Friday, October 30, 2009

the tax slug that canes long haul travellers-30 October, 2009

SYDNEY - The British government has a nasty little surprise waiting – it’s called the Air Passenger Duty (APD) and from this Sunday, November 1, it will rise substantially.

APD will now fall into four bands – with passengers being charged according to how far they fly. The increases are planned for November this year and November 2010

The tax on the longest flights over 6,000 miles – including UK to Australia - is more than doubling from £40 now to £85 next year.

Passengers in premium-economy seats flying long haul to Australia or New Zealand will be hit hardest. The duty on these seats, which offer a little more legroom for a modest fee, will rise to £110 on November 1 to £170 in November 2010.

Premium economy passengers will pay the same APD as passengers in Business and First Class.

A family of four flying from London to Sydney or Auckland will pay £220 from November 1 and £340 from November next year.

The tax rise threatens to curb travel from the UK to long haul markets.

International long haul visitors will pay the tax when they fly out of the UK on their return journeys.

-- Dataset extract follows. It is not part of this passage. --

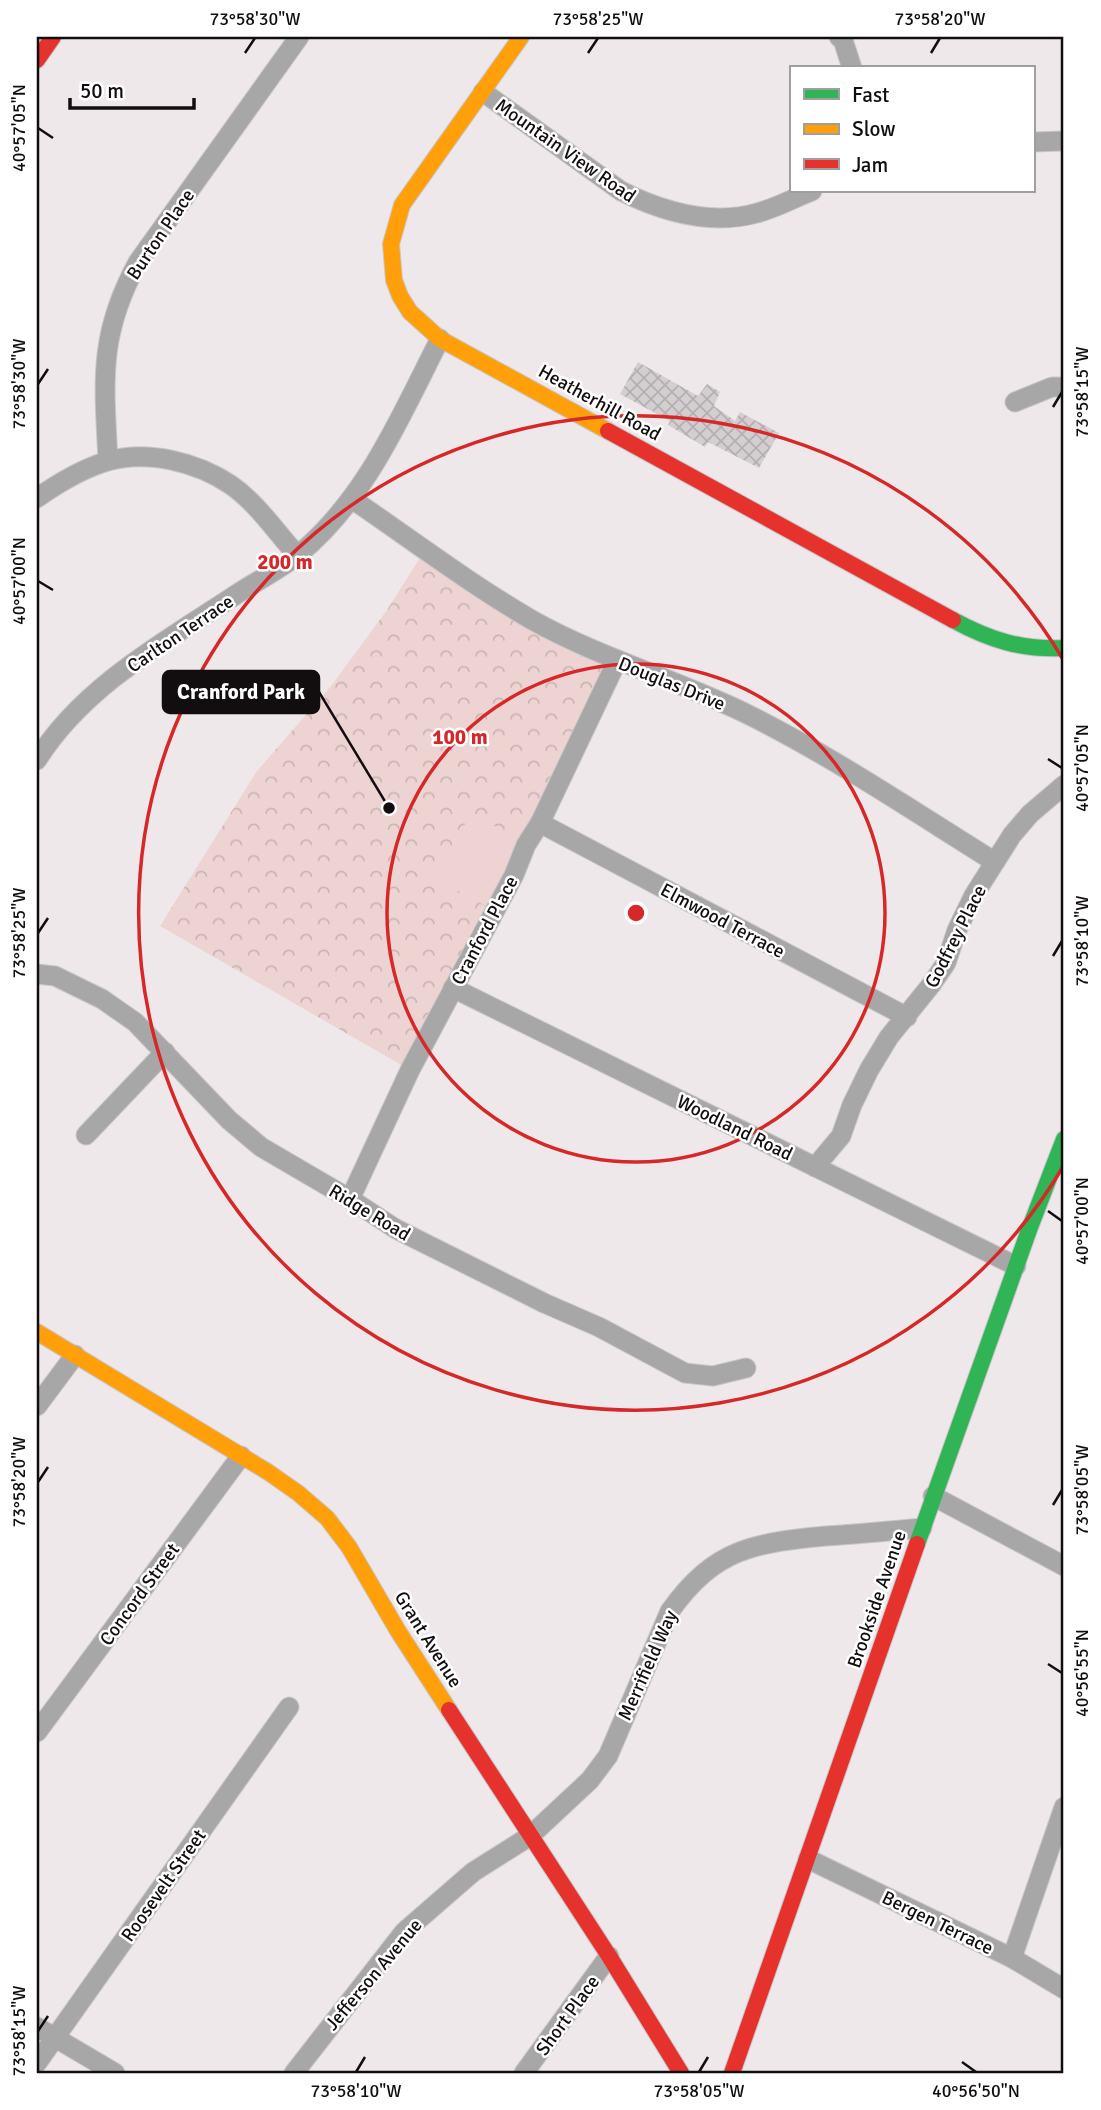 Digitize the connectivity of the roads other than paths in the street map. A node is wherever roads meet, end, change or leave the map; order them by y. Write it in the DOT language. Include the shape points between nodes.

"APD is now a significant part of the overall price of the air fare and the planned increases in long-haul APD rates over the next year are a genuine threat to the commercial viability of premium economy," said Dermot Blastland, chief executive of TUI UK

When APD was introduced, the UK Government said the money raised would be used to offset environmentally damaging carbon emissions.

"There is no evidence to date of any environmental benefit, and it is ridiculous to think that holidaymakers travelling in premium seats on one of our charter flights will have to pay the same APD fee as those flying in first class on a scheduled flight," said a spokeswoman for Thomas Cook.

"When they should be doing all they can to lessen the strain on hard-working families, they are yet again making the consumer pay."